[WORK INSTRUCTION]
Reproduce exactly, and only, the lines below from the one containing "middle mcp: (426, 56)" through the one containing "ring pip: (423, 62)".

■ ■ ■

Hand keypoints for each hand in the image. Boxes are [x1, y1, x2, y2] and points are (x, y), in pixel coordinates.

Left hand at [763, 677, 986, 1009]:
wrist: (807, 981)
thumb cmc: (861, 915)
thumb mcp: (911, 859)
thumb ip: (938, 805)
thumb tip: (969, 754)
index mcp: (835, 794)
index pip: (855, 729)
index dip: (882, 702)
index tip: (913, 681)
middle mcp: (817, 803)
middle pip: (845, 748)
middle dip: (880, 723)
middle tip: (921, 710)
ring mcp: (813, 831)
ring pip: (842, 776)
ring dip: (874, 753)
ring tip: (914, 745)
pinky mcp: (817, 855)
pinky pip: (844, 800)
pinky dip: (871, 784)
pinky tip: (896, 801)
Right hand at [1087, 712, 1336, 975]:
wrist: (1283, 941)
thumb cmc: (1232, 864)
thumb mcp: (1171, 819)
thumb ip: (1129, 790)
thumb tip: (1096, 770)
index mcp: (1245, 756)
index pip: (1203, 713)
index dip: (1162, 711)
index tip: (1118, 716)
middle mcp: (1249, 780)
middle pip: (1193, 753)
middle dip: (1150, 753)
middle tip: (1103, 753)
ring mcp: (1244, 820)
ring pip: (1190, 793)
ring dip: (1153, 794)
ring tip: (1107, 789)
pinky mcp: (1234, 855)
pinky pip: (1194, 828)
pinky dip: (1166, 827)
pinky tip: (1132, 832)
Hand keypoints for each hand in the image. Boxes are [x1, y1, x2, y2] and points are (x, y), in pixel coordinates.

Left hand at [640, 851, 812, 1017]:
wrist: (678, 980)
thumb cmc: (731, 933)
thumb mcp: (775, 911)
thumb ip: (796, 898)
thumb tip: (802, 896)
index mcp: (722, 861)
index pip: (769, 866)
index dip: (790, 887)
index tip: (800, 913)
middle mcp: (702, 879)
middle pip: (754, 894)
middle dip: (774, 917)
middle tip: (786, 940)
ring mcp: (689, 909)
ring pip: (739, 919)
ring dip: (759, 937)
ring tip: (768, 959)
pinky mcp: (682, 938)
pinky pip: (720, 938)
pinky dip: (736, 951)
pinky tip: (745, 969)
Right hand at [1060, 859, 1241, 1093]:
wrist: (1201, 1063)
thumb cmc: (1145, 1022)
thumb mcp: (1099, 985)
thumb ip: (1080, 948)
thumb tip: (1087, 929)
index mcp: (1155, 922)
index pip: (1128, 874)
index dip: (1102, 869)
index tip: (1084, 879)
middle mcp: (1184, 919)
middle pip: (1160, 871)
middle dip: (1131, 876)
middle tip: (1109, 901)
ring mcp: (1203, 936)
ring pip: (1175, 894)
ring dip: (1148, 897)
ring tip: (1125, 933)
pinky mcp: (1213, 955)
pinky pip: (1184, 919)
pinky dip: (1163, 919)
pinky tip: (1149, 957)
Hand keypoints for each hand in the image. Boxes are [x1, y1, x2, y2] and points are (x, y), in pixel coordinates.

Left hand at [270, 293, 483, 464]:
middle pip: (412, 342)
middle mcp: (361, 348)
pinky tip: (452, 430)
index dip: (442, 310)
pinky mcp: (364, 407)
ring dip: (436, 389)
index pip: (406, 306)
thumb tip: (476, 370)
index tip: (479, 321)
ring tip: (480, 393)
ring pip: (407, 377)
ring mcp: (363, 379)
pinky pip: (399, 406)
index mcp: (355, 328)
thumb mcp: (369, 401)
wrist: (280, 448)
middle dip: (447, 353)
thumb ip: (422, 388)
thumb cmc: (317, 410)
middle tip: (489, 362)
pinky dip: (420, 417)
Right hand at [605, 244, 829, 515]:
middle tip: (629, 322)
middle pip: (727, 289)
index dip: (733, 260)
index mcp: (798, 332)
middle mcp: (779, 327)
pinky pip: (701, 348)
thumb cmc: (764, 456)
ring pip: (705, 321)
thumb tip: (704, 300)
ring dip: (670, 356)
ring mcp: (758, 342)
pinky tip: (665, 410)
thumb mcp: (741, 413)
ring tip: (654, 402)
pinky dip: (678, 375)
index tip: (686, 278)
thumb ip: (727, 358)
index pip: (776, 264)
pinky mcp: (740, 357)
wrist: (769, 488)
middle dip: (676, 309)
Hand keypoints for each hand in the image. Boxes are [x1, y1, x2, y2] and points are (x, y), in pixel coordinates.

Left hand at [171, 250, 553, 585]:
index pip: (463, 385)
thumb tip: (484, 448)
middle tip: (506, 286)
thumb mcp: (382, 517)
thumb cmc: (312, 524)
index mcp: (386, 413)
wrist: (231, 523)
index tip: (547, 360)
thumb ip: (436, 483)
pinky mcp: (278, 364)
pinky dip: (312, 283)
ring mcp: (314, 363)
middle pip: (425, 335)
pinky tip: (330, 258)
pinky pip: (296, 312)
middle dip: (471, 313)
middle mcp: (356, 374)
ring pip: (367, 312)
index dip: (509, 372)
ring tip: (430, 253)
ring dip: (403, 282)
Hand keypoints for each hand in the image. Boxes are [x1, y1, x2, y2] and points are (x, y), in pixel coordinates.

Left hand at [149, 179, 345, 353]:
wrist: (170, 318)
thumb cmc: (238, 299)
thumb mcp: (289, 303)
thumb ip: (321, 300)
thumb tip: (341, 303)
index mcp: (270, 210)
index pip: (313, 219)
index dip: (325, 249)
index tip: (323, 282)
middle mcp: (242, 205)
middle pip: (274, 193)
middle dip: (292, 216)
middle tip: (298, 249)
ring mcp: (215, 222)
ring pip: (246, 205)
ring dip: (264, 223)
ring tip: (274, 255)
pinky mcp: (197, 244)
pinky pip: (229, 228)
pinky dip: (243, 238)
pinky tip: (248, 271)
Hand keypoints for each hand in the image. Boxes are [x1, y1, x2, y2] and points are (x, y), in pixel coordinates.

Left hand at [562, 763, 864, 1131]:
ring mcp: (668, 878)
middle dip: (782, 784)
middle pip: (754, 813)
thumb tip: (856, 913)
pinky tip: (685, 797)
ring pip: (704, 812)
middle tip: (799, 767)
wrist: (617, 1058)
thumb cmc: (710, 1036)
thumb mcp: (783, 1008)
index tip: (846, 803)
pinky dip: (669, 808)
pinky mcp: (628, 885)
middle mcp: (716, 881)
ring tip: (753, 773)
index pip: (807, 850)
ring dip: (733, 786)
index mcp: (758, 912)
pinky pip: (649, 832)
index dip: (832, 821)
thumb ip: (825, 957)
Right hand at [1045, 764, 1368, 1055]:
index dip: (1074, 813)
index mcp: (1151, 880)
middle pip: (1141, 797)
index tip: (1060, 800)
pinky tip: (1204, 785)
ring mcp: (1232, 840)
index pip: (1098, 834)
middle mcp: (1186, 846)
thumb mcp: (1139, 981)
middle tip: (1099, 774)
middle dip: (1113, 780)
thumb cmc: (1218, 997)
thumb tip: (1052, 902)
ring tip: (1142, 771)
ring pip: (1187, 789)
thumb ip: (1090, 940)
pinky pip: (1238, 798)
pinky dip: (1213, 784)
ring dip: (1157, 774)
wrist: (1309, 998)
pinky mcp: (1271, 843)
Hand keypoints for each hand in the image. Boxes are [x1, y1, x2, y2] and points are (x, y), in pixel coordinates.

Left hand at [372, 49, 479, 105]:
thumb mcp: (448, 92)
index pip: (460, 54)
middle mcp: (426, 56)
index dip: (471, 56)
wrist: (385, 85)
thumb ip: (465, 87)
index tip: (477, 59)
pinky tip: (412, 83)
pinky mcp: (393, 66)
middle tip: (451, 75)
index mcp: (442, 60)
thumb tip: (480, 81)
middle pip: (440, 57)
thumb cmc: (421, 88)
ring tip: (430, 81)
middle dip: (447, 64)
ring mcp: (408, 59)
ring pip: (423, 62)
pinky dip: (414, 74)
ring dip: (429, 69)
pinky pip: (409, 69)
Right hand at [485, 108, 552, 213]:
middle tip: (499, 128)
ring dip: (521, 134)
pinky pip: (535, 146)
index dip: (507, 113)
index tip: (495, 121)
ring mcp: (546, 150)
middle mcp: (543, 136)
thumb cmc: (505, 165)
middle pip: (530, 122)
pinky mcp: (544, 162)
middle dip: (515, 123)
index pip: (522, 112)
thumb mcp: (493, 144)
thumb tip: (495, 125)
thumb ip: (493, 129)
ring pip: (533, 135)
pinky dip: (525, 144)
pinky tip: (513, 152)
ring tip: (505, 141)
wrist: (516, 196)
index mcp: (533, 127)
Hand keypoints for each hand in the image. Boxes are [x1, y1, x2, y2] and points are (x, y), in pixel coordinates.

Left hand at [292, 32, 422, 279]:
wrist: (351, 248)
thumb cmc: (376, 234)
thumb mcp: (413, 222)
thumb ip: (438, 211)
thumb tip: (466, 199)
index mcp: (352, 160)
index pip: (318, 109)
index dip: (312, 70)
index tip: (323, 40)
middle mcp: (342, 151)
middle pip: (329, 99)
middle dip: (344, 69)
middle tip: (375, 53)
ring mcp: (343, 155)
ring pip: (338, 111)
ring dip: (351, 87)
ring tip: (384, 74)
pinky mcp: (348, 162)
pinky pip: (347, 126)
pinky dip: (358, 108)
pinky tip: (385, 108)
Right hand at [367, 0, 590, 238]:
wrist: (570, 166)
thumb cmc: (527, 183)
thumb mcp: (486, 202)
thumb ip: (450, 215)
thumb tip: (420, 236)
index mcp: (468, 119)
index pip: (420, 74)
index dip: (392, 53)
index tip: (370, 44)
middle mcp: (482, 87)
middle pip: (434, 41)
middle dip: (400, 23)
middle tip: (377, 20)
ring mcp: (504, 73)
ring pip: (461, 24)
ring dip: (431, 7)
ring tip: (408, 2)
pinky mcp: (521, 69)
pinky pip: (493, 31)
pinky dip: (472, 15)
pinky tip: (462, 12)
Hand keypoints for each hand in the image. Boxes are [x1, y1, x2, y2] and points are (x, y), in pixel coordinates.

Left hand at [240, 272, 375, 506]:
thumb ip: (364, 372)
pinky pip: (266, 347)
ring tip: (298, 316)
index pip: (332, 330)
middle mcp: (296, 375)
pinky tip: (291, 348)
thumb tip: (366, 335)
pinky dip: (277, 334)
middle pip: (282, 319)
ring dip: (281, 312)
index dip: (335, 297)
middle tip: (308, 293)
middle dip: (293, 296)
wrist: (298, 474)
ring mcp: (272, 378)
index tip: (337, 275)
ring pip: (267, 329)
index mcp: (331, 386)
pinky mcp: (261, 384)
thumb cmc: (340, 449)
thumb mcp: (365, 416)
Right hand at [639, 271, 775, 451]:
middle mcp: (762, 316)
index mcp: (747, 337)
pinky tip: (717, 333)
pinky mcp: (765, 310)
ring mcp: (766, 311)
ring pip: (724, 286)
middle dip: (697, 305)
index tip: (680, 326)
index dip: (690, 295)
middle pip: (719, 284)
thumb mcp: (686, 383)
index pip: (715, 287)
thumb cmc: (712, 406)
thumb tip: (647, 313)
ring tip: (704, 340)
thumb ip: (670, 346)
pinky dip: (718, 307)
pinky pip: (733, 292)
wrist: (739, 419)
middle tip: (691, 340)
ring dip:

■ ■ ■

[EXERCISE RESULT]
middle mcp: (426, 56)
index dip: (471, 56)
wrist: (385, 85)
thumb ip: (465, 87)
index tip: (477, 59)
pinky tip: (412, 83)
pinky mcp: (393, 66)
middle tip: (451, 75)
index mcp: (442, 60)
thumb tip: (480, 81)
middle pip: (440, 57)
thumb cmc: (421, 88)
ring tip: (430, 81)
middle dip: (447, 64)
ring mcp: (408, 59)
ring pip: (423, 62)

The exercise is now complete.